WHAT THE TASK REQUIRES
Every line of the data must be retyped exactly as it stands.
╭─ TASK INPUTS
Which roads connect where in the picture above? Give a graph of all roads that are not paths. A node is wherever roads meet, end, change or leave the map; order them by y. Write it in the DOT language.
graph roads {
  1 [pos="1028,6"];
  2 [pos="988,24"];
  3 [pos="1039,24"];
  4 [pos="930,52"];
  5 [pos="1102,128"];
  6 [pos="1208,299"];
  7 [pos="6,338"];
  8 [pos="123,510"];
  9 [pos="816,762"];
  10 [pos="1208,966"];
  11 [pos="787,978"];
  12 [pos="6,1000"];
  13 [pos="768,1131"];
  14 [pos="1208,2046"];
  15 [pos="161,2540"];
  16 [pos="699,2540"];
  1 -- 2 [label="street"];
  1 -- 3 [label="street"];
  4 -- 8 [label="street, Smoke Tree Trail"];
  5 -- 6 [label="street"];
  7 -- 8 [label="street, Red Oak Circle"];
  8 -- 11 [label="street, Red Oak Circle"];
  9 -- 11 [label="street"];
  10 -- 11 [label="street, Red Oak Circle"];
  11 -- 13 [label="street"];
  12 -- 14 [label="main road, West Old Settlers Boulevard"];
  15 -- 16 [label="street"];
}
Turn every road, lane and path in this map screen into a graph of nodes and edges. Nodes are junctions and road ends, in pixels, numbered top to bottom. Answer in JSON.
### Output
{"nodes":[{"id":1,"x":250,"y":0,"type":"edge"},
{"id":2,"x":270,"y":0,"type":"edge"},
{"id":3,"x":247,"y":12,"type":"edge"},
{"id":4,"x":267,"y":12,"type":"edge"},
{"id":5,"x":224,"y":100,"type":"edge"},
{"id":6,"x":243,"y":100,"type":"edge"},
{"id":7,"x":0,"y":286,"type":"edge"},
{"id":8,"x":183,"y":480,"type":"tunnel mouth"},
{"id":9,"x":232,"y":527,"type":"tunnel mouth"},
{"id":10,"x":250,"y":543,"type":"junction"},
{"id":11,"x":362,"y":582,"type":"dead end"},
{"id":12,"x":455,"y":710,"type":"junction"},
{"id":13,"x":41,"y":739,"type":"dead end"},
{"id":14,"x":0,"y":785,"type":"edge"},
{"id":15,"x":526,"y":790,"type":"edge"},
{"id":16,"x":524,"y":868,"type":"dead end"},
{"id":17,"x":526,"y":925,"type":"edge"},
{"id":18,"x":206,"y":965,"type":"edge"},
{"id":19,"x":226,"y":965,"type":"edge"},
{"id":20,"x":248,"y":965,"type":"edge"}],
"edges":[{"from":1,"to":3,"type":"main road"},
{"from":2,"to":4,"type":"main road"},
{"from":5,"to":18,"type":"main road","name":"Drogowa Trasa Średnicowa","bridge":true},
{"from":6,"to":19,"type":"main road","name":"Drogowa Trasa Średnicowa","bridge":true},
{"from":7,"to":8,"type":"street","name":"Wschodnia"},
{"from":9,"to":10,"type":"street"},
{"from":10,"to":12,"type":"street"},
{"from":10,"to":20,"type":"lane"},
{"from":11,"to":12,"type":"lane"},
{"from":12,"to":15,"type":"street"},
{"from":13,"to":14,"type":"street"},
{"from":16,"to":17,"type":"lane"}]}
╰─
EXERCISE SOLUTION
Which roads connect where in the picture above? Give a graph of all roads that are not paths. A node is wherever roads meet, end, change or leave the map; order them by y. Write it in the DOT language.
graph roads {
  1 [pos="1028,6"];
  2 [pos="988,24"];
  3 [pos="1039,24"];
  4 [pos="930,52"];
  5 [pos="1102,128"];
  6 [pos="1208,299"];
  7 [pos="6,338"];
  8 [pos="123,510"];
  9 [pos="816,762"];
  10 [pos="1208,966"];
  11 [pos="787,978"];
  12 [pos="6,1000"];
  13 [pos="768,1131"];
  14 [pos="1208,2046"];
  15 [pos="161,2540"];
  16 [pos="699,2540"];
  1 -- 2 [label="street"];
  1 -- 3 [label="street"];
  4 -- 8 [label="street, Smoke Tree Trail"];
  5 -- 6 [label="street"];
  7 -- 8 [label="street, Red Oak Circle"];
  8 -- 11 [label="street, Red Oak Circle"];
  9 -- 11 [label="street"];
  10 -- 11 [label="street, Red Oak Circle"];
  11 -- 13 [label="street"];
  12 -- 14 [label="main road, West Old Settlers Boulevard"];
  15 -- 16 [label="street"];
}
Turn every road, lane and path in this map screen into a graph of nodes and edges. Nodes are junctions and road ends, in pixels, numbered top to bottom. Answer in JSON.
### Output
{"nodes":[{"id":1,"x":250,"y":0,"type":"edge"},
{"id":2,"x":270,"y":0,"type":"edge"},
{"id":3,"x":247,"y":12,"type":"edge"},
{"id":4,"x":267,"y":12,"type":"edge"},
{"id":5,"x":224,"y":100,"type":"edge"},
{"id":6,"x":243,"y":100,"type":"edge"},
{"id":7,"x":0,"y":286,"type":"edge"},
{"id":8,"x":183,"y":480,"type":"tunnel mouth"},
{"id":9,"x":232,"y":527,"type":"tunnel mouth"},
{"id":10,"x":250,"y":543,"type":"junction"},
{"id":11,"x":362,"y":582,"type":"dead end"},
{"id":12,"x":455,"y":710,"type":"junction"},
{"id":13,"x":41,"y":739,"type":"dead end"},
{"id":14,"x":0,"y":785,"type":"edge"},
{"id":15,"x":526,"y":790,"type":"edge"},
{"id":16,"x":524,"y":868,"type":"dead end"},
{"id":17,"x":526,"y":925,"type":"edge"},
{"id":18,"x":206,"y":965,"type":"edge"},
{"id":19,"x":226,"y":965,"type":"edge"},
{"id":20,"x":248,"y":965,"type":"edge"}],
"edges":[{"from":1,"to":3,"type":"main road"},
{"from":2,"to":4,"type":"main road"},
{"from":5,"to":18,"type":"main road","name":"Drogowa Trasa Średnicowa","bridge":true},
{"from":6,"to":19,"type":"main road","name":"Drogowa Trasa Średnicowa","bridge":true},
{"from":7,"to":8,"type":"street","name":"Wschodnia"},
{"from":9,"to":10,"type":"street"},
{"from":10,"to":12,"type":"street"},
{"from":10,"to":20,"type":"lane"},
{"from":11,"to":12,"type":"lane"},
{"from":12,"to":15,"type":"street"},
{"from":13,"to":14,"type":"street"},
{"from":16,"to":17,"type":"lane"}]}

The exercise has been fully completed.